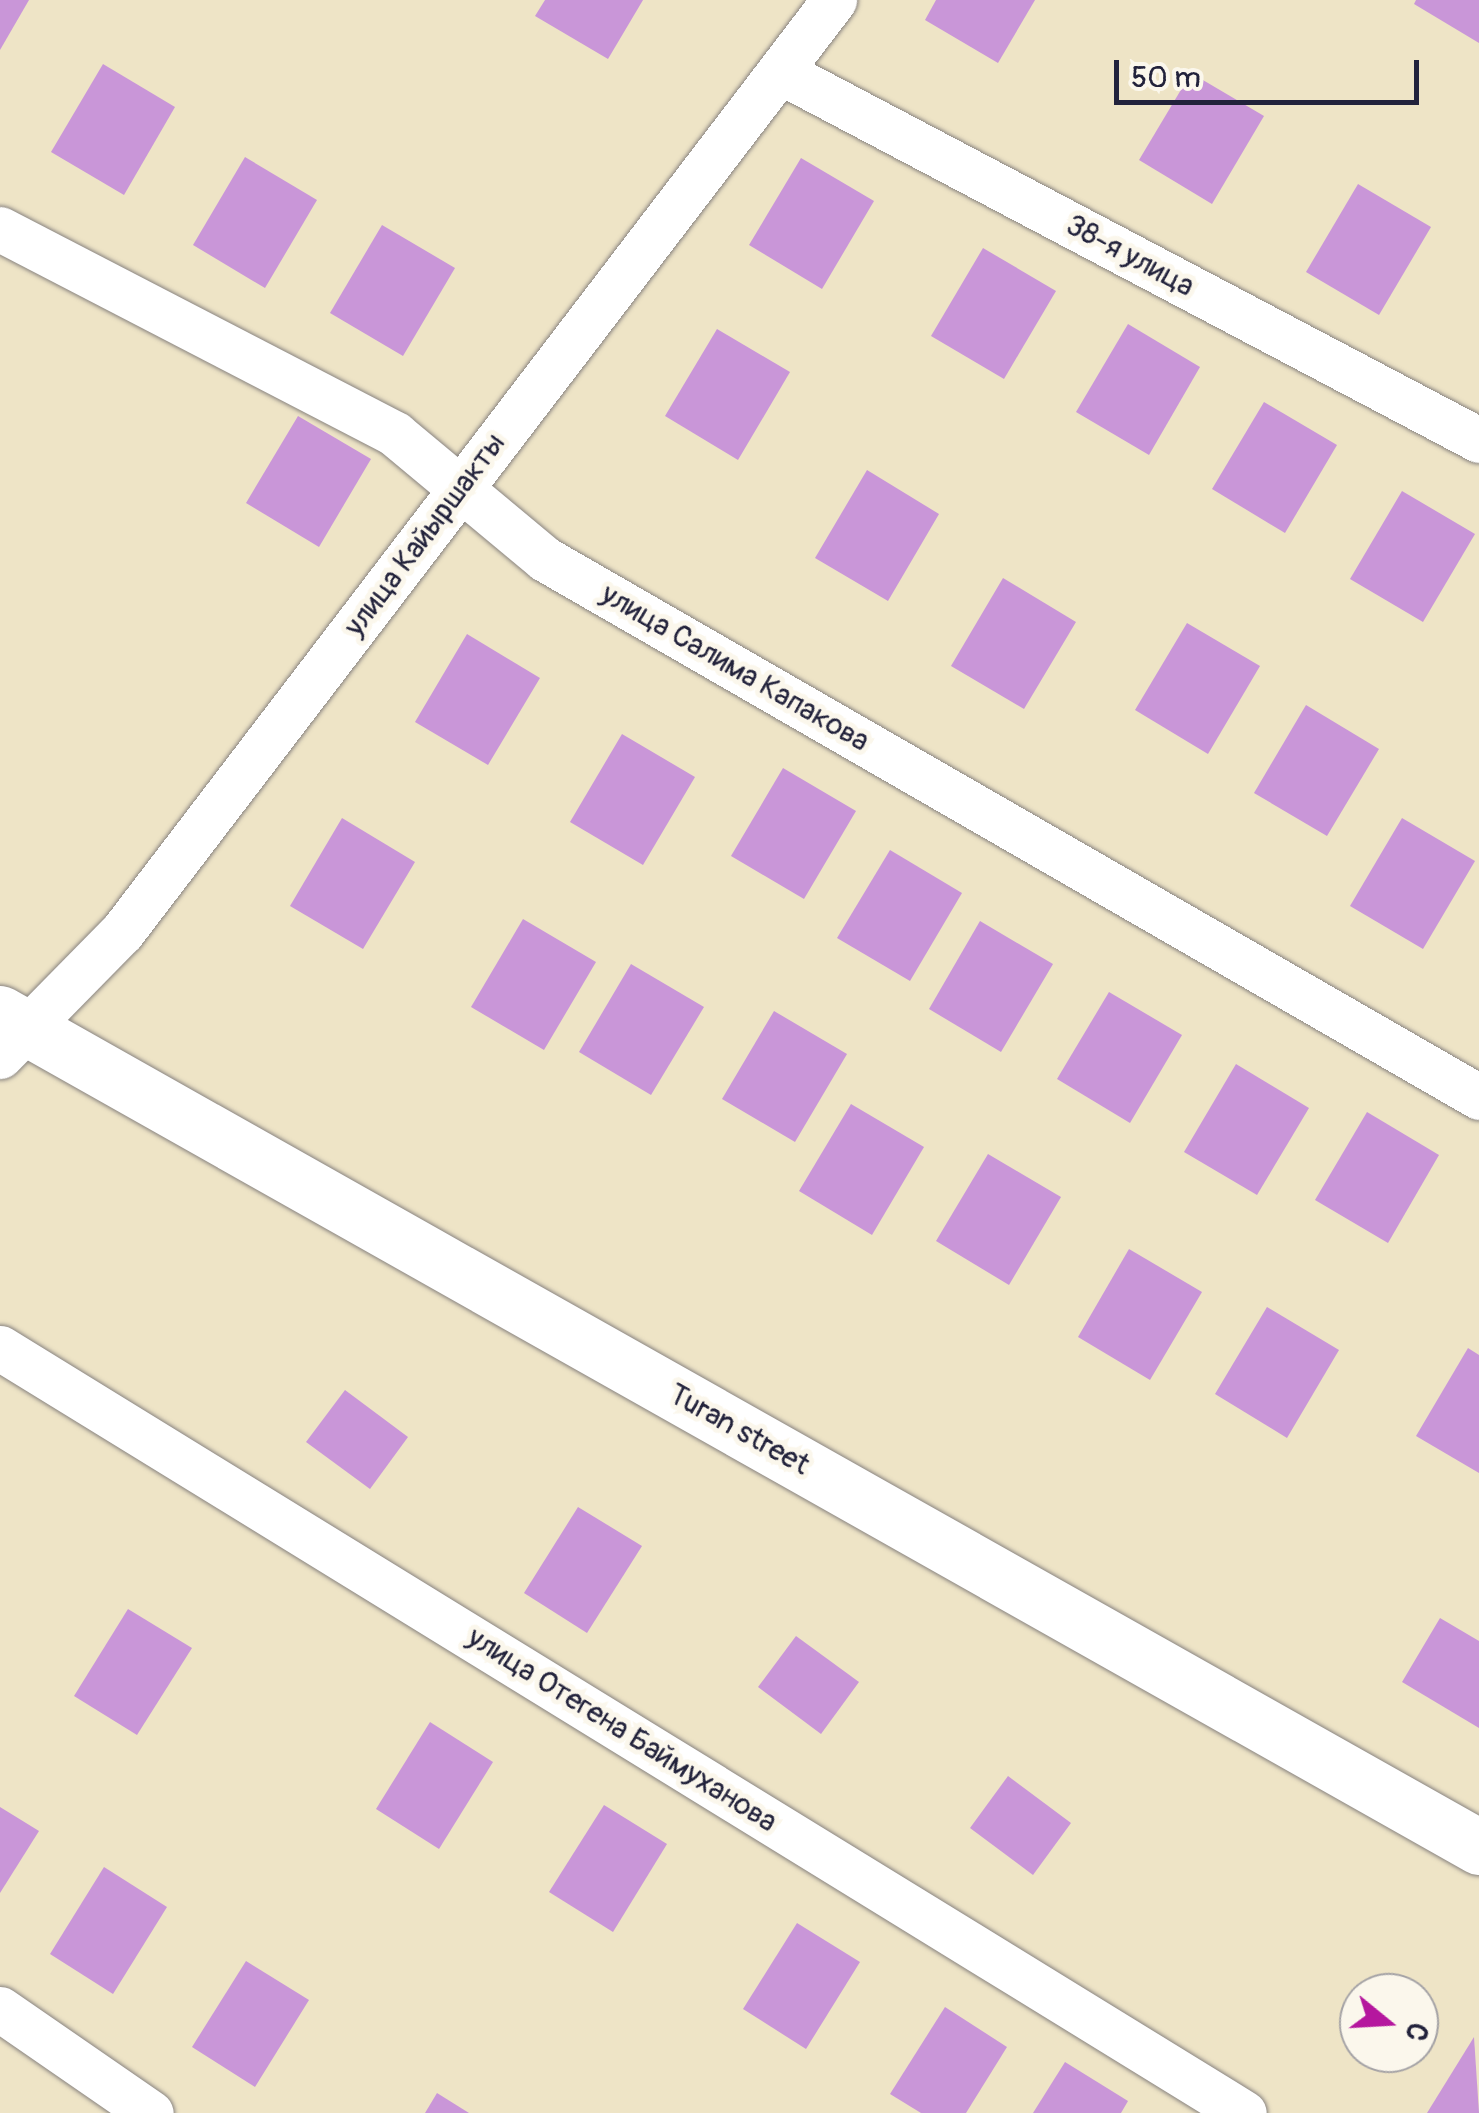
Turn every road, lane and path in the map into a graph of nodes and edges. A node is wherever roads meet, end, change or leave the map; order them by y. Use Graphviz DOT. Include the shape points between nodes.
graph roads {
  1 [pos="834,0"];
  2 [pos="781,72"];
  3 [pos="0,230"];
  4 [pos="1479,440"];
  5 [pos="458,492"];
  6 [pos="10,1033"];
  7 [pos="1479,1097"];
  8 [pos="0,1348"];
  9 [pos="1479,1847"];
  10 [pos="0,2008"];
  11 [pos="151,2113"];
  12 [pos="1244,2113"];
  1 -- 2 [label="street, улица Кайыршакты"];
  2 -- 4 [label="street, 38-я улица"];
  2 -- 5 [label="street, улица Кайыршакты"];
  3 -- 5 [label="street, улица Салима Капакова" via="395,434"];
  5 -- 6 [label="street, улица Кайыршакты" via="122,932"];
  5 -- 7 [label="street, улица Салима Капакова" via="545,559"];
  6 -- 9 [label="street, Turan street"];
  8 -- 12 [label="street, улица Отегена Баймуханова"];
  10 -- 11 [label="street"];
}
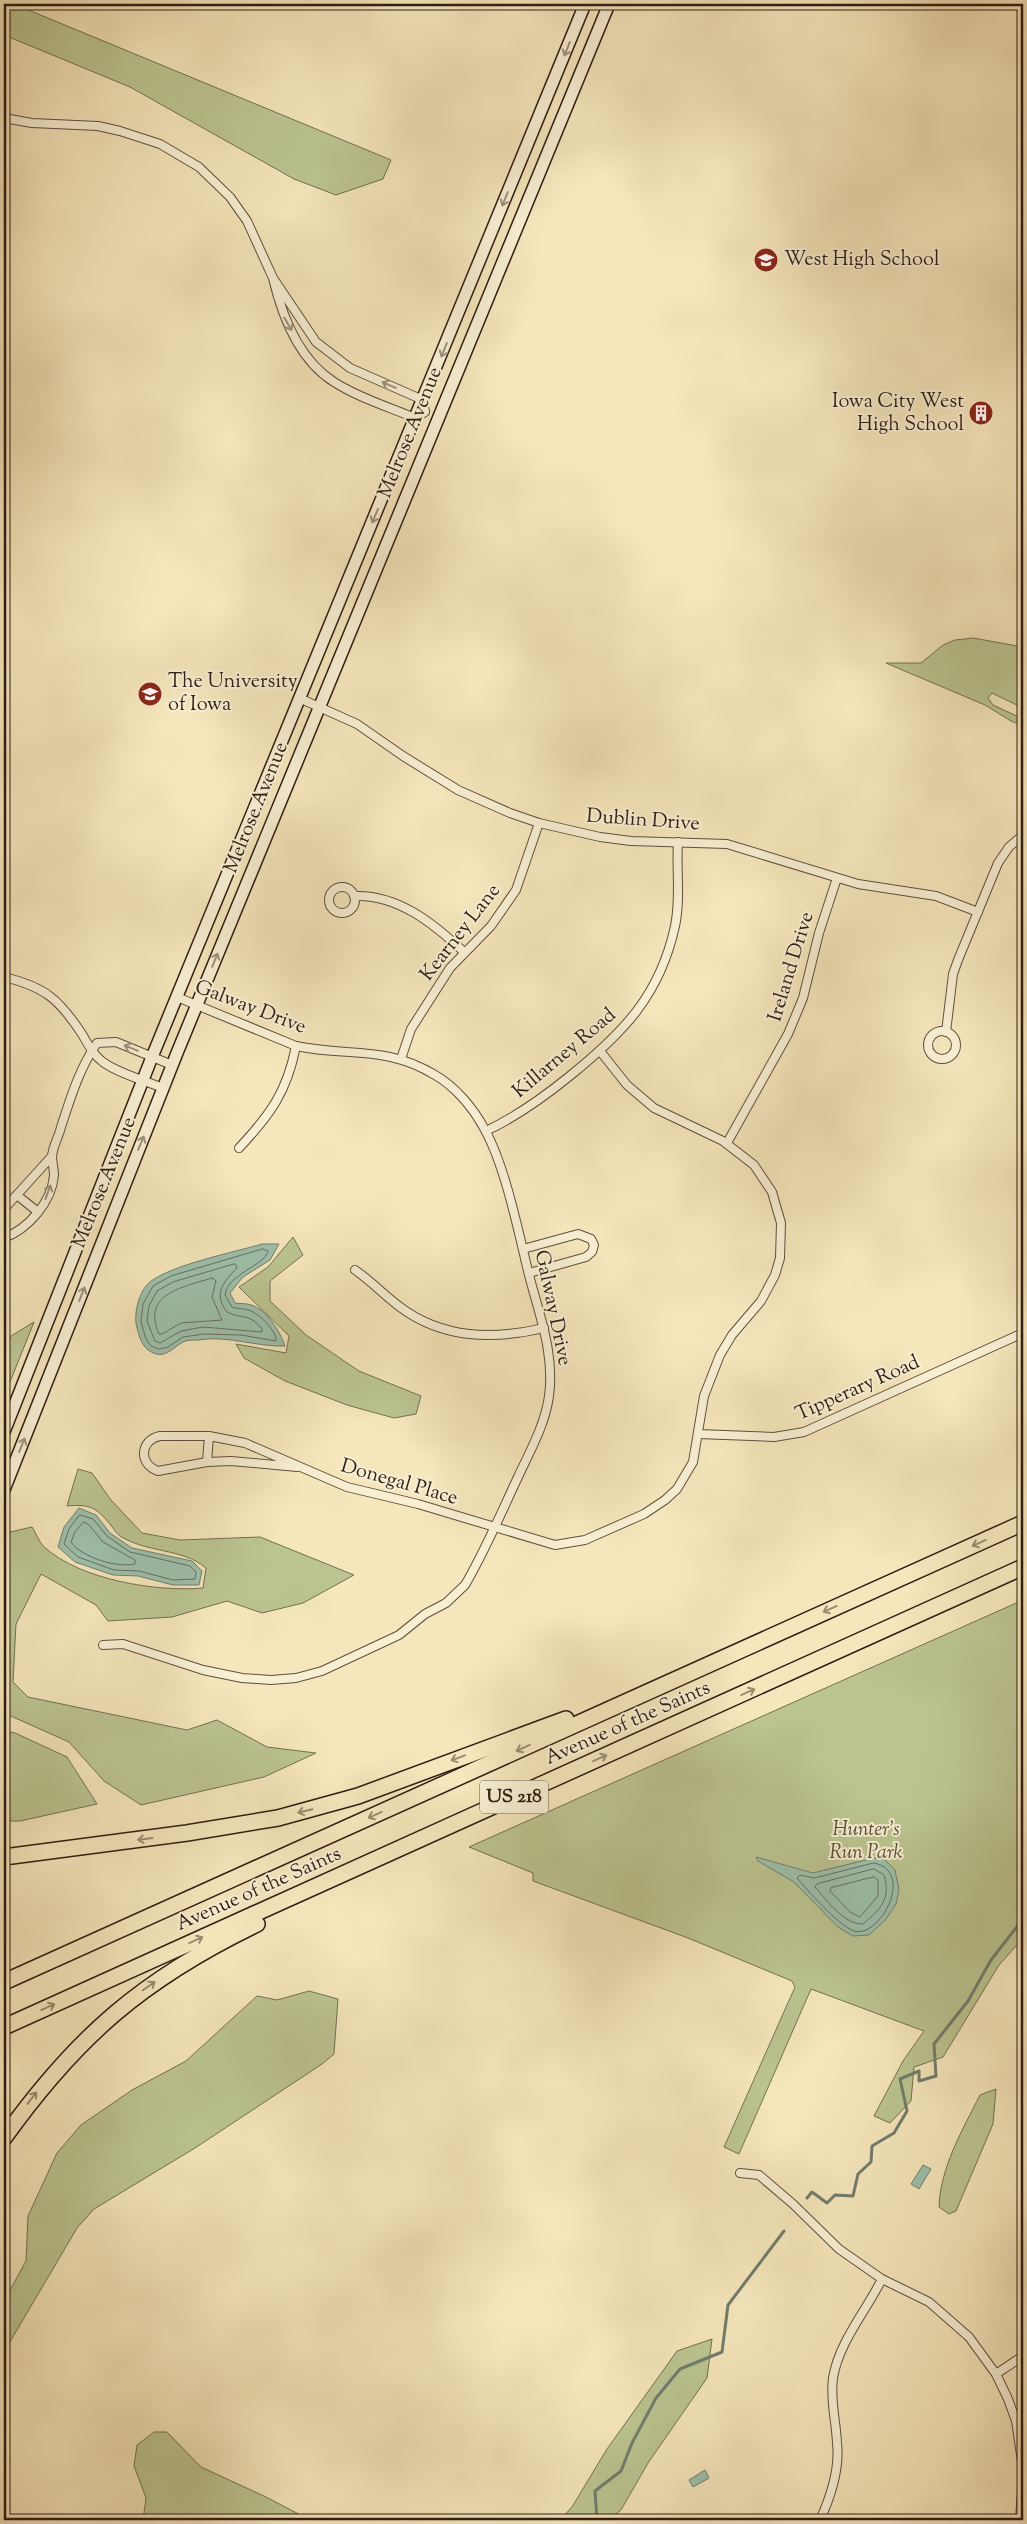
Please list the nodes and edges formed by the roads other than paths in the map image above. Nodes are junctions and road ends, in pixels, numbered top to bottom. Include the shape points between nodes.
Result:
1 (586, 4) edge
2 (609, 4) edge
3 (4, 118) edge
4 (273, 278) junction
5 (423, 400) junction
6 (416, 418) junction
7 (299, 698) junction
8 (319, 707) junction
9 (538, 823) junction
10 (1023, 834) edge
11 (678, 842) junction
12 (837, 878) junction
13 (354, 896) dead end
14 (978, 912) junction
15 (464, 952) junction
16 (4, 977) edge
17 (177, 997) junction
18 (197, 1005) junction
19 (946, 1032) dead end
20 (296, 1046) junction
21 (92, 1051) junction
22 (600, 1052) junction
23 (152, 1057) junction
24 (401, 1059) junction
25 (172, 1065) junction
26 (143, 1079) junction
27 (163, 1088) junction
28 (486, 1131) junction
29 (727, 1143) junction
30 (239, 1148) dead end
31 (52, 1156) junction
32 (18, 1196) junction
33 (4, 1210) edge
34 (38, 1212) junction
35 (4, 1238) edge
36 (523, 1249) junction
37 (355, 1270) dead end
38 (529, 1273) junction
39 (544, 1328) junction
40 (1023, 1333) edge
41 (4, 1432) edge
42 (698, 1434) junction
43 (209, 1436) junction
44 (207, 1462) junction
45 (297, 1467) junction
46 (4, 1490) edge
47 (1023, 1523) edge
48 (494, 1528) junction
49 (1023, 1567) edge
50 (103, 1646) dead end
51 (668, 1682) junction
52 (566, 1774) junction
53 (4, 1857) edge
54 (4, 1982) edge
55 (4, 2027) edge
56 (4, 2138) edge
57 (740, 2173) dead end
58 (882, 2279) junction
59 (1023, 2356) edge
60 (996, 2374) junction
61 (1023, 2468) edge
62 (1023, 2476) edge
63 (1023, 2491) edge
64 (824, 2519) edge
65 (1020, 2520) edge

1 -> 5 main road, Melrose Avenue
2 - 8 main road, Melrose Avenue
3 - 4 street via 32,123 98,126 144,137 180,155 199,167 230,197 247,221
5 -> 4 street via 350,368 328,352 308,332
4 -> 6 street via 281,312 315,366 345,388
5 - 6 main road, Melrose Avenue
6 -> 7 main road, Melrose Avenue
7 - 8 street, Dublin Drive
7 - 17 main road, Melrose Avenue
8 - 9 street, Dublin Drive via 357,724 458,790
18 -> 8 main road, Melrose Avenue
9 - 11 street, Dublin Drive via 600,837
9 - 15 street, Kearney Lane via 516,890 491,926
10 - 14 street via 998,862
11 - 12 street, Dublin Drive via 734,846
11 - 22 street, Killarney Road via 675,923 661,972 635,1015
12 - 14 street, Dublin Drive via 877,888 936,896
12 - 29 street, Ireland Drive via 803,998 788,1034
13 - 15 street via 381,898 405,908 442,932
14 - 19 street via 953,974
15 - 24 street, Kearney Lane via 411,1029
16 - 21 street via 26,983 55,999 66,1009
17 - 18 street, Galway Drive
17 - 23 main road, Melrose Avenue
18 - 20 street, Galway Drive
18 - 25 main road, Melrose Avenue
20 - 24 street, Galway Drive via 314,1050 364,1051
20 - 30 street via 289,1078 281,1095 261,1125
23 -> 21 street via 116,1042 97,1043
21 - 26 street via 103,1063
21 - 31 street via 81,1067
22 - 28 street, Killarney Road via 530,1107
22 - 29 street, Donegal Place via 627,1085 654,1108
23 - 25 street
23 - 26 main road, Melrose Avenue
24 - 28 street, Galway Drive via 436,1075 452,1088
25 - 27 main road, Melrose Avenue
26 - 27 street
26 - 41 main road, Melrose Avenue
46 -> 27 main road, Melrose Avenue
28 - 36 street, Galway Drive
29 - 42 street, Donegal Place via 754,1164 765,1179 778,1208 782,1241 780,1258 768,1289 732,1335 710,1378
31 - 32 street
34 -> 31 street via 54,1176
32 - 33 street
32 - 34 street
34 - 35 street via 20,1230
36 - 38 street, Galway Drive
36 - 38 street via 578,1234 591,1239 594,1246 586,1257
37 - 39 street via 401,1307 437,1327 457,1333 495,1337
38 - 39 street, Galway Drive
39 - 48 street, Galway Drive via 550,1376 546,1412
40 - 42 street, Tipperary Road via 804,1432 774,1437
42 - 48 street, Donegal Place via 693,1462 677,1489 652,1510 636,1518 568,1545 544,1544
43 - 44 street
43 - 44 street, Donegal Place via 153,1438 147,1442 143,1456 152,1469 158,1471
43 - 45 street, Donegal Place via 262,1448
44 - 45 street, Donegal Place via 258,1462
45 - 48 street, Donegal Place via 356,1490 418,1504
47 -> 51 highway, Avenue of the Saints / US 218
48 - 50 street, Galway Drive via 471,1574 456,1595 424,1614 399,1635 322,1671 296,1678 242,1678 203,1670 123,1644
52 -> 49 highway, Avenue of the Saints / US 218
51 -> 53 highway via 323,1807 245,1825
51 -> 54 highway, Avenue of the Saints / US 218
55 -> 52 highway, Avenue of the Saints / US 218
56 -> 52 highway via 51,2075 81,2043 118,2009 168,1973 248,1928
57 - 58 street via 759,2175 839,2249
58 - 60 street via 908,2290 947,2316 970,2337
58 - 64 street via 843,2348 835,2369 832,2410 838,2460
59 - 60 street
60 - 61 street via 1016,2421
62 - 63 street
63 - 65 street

++++

§ What to work on
Make a copy of each line in the records that has the word "Капакова".

§ Answer section
  3 -- 5 [label="street, улица Салима Капакова" via="395,434"];
  5 -- 7 [label="street, улица Салима Капакова" via="545,559"];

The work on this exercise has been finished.